Introduction
I have prepared this message using readings from the appointed texts for Good Friday in the Episcopal Church and the hymn Were You There as performed by Chris Rice.
Often Good Friday services end without a benediction. I will keep to this custom, by giving one now: “let us hold unwaveringly to the hope that we confess, for the one who made the promise is trustworthy. And let us take thought of how to spur one another on to love and good works, … encouraging each other”.
Stay well.
In the name of Jesus.
Palm Sunday
… the large crowd that had come to the [Passover] feast heard that Jesus was coming to Jerusalem.
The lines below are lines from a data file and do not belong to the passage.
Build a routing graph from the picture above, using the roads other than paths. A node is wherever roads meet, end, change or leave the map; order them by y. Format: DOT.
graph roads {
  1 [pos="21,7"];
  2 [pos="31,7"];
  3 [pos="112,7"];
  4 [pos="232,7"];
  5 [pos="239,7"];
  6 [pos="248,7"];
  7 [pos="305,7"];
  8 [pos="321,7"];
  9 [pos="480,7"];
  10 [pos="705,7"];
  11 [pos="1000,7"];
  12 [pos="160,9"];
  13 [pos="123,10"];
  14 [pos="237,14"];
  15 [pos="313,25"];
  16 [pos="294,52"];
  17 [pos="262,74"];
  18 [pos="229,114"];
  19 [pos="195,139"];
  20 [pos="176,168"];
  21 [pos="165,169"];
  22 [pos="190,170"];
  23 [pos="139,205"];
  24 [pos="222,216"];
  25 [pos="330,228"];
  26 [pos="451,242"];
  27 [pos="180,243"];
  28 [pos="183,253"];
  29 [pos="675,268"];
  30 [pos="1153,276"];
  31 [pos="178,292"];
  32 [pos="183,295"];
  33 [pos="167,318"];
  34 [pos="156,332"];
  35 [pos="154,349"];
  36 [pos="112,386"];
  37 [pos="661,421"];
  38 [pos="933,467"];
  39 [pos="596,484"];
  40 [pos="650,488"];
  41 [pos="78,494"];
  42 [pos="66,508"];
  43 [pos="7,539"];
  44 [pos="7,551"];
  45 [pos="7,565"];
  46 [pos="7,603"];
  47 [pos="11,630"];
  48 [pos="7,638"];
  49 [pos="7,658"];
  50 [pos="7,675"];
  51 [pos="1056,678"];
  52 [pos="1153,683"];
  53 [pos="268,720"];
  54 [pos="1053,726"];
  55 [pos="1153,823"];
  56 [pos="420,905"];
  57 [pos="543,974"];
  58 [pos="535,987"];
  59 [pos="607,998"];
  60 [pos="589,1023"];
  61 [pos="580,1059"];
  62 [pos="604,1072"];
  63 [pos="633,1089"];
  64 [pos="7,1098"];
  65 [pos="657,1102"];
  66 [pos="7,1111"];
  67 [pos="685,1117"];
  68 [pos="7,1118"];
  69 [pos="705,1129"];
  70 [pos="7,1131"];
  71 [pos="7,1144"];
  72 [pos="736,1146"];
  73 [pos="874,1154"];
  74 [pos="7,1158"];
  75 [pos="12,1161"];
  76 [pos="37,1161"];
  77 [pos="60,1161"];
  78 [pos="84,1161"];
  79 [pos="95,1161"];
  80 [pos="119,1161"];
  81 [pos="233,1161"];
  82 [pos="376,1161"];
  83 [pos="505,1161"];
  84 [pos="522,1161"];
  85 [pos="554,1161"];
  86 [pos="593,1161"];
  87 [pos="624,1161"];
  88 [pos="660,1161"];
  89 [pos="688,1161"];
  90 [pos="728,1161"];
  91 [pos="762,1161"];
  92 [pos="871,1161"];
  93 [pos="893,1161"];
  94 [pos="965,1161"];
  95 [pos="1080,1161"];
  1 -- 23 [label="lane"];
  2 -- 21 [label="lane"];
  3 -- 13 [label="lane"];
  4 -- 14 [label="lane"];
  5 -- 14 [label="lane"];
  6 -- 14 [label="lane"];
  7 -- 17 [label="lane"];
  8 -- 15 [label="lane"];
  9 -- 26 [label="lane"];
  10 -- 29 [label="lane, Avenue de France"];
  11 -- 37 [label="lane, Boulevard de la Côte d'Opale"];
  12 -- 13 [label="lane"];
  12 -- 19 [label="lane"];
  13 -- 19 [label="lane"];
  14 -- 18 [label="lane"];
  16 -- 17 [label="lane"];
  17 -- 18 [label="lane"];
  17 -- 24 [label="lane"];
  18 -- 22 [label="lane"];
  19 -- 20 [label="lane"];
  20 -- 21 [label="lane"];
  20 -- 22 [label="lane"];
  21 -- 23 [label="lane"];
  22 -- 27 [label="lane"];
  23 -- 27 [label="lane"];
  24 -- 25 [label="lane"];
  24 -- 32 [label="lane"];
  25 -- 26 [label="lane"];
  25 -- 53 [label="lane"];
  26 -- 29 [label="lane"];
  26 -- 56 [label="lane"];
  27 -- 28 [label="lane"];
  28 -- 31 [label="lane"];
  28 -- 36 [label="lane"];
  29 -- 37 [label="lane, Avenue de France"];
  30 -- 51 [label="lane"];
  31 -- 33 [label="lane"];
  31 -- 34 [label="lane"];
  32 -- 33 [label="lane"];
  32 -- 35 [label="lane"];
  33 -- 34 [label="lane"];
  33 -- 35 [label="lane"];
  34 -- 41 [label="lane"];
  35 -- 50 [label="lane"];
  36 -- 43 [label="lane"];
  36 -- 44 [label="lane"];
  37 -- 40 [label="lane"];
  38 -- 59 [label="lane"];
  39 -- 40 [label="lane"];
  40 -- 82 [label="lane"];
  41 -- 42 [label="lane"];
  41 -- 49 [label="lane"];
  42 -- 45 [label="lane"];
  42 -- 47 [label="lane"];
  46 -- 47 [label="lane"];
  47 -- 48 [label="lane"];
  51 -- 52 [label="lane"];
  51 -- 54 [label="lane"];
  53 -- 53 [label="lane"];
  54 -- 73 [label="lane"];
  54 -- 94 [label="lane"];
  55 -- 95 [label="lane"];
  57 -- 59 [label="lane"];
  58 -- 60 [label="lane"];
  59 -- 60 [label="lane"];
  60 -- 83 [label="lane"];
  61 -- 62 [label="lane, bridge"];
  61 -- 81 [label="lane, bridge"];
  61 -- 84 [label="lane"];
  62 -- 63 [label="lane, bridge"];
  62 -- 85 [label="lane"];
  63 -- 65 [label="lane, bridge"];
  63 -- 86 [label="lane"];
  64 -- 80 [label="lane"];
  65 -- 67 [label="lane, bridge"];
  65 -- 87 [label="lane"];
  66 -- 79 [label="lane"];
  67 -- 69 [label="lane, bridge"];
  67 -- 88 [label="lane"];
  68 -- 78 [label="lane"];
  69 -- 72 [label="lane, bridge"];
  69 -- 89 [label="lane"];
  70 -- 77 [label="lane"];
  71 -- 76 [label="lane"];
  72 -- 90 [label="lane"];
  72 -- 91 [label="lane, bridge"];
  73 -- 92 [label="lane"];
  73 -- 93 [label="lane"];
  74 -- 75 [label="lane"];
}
So they took branches of palm trees and went out to meet him. They began to shout, “Hosanna! Blessed is the one who comes in the name of the Lord! Blessed is the king of Israel!” Jesus found a young donkey and sat on it, just as it is written, “Do not be afraid, people of Zion; look, your king is coming, seated on a donkey’s colt!”
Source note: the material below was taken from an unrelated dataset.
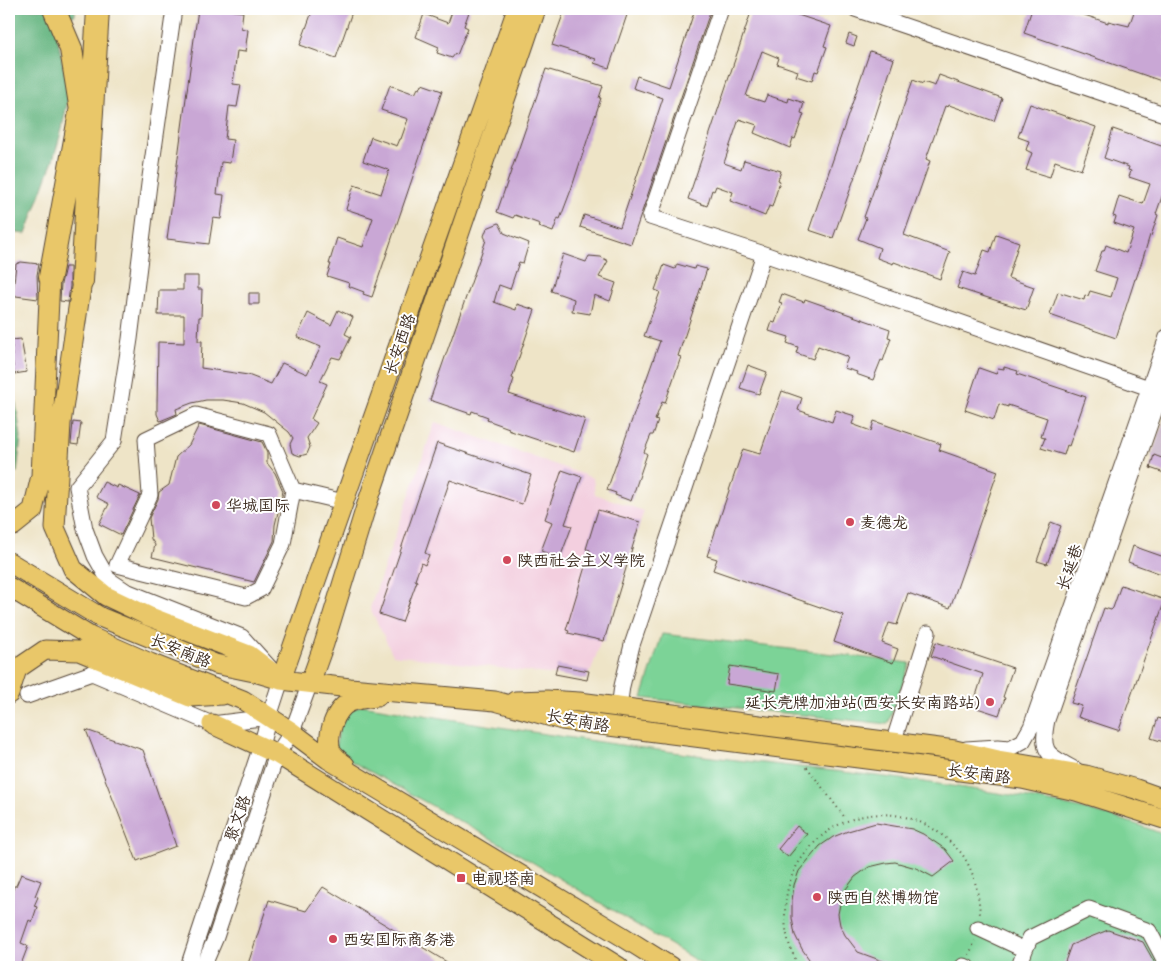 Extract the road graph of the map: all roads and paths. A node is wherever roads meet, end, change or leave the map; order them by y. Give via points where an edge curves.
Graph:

I stood in the crowd, waving my palm branch, shouting with the rest. Hosana! Praise God. Jesus, save us! I cheered and cheered and then I saw Jesus, riding on a donkey. Yes! Yes! Jesus was coming to restore the kingdom of Israel. The Romans would finally be driven away, and all would be well.
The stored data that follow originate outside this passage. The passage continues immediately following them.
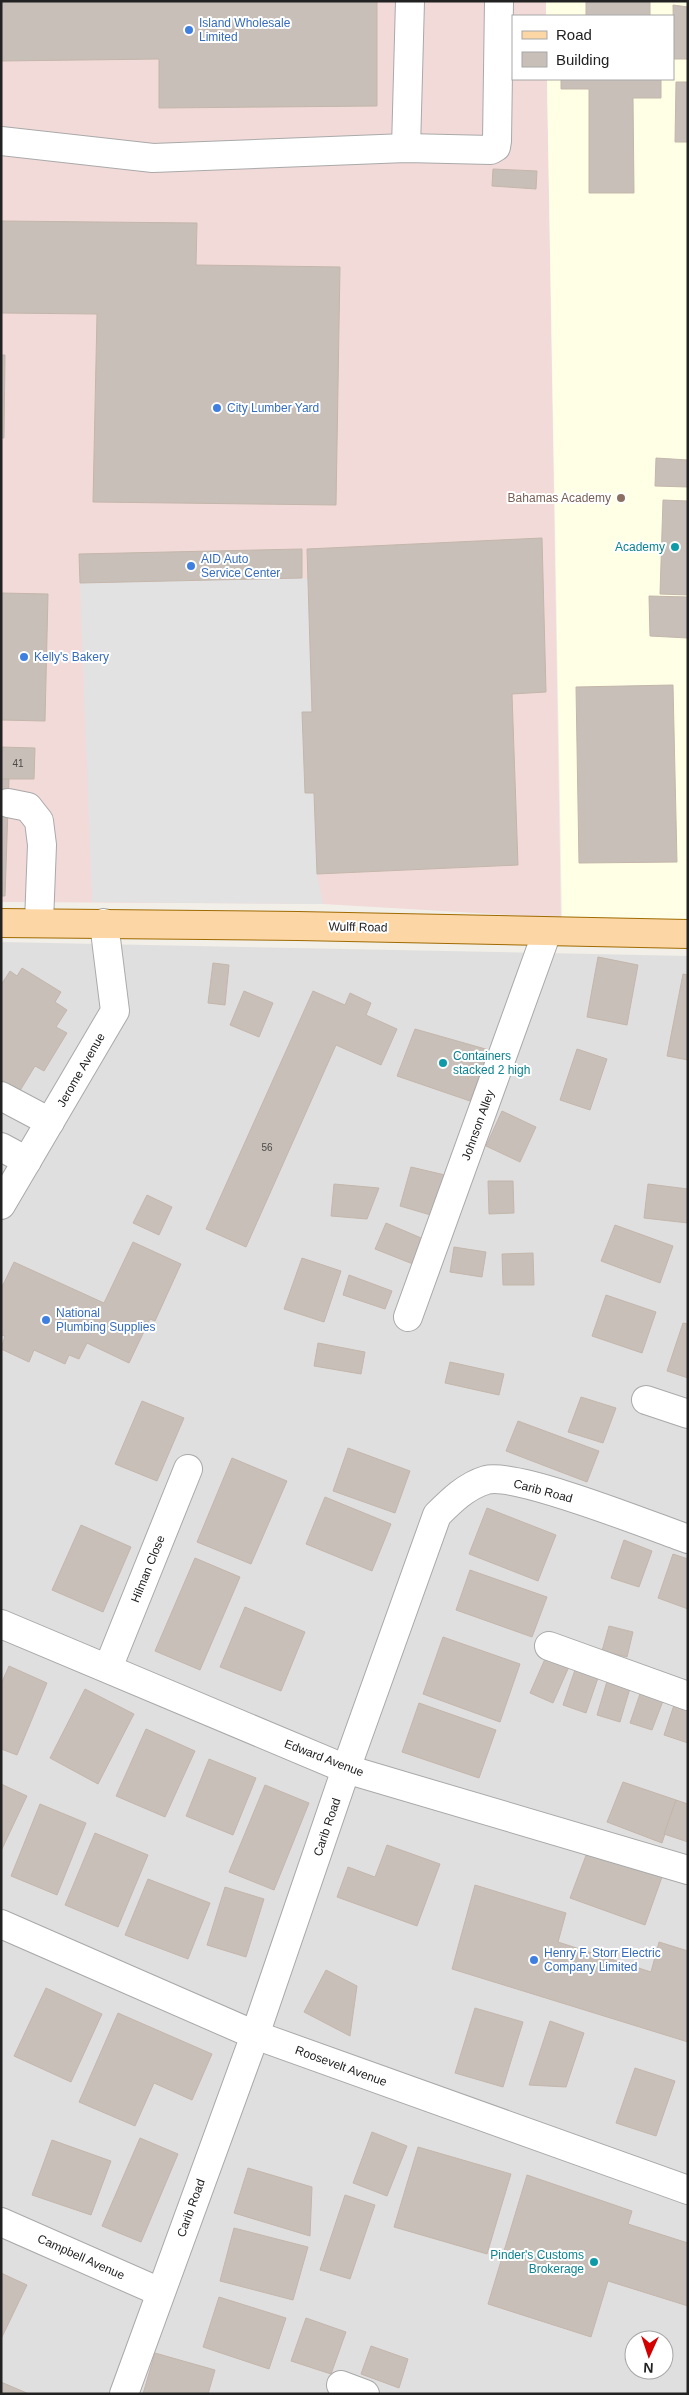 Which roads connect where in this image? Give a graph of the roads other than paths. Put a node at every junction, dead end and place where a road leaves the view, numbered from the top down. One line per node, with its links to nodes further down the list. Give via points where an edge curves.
1 (410, 1): 4 (street)
2 (499, 1): 4 (street, via 496,147 491,150)
3 (1, 141): 4 (street, via 154,158)
4 (406, 148)
5 (8, 803): 7 (street, via 28,807 39,821 42,845)
6 (1, 918): 7 (main road, Wulff Road)
7 (34, 922): 8 (main road, Wulff Road); 9 (main road, Wulff Road)
8 (1, 923)
9 (104, 923): 10 (main road, Wulff Road); 13 (street, Jerome Avenue, via 115,1011)
10 (547, 932): 11 (main road, Wulff Road); 17 (street, Johnson Alley)
11 (688, 934)
12 (1, 1096): 13 (street)
13 (50, 1122): 15 (street, Jerome Avenue)
14 (1, 1147): 15 (street)
15 (27, 1161): 16 (street, Jerome Avenue)
16 (1, 1205)
17 (408, 1317)
18 (646, 1400): 19 (street)
19 (688, 1414)
20 (188, 1469): 24 (street, Hilman Close)
21 (688, 1538): 26 (street, Carib Road, via 519,1482 487,1480 458,1494 437,1516)
22 (1, 1624): 24 (street, Edward Avenue)
23 (549, 1646): 25 (street)
24 (108, 1668): 26 (street, Edward Avenue)
25 (688, 1696)
26 (346, 1769): 27 (street, Edward Avenue); 29 (street, Carib Road)
27 (688, 1870)
28 (1, 1924): 29 (street, Roosevelt Avenue)
29 (255, 2036): 30 (street, Roosevelt Avenue); 32 (street, Carib Road)
30 (688, 2190)
31 (1, 2222): 32 (street, Campbell Avenue)
32 (160, 2292): 33 (street, Carib Road)
33 (124, 2394)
Ride on! ride on in majesty!
Were you there when they crucified my Lord?
Then Pilate handed [Jesus] over to them to be crucified. So [the soldiers] took Jesus, and carrying his own cross he went out to the place called “The Place of the Skull” (called in Aramaic Golgotha). There they crucified him along with two others, one on each side, with Jesus in the middle. Pilate also had a notice written and fastened to the cross, which read: “Jesus the Nazarene, the king of the Jews.” Thus many of the Jewish residents of Jerusalem read this notice, because the place where Jesus was crucified was near the city, and the notice was written in Aramaic, Latin, and Greek.
I had stayed inside all week as much as possible to avoid contact with the unprecedented number of Roman soldiers Pontius Pilate, the Roman prefect, had brought into Jerusalem, fearing all the pilgrims who were here to celebrate the Passover. Once, long ago, God brought our ancestors out of Egypt with tremendous strength and power, as well as with great awe-inspiring signs and wonders. Every year we hoped God would raise up another leader so that we might overthrow our Roman oppressors. I hoped Jesus would be our new savior.
Then I heard the terrible news. Jesus had been arrested. He would be crucified.
I hurried to Golgotha, the Place of the Skull outside of the city.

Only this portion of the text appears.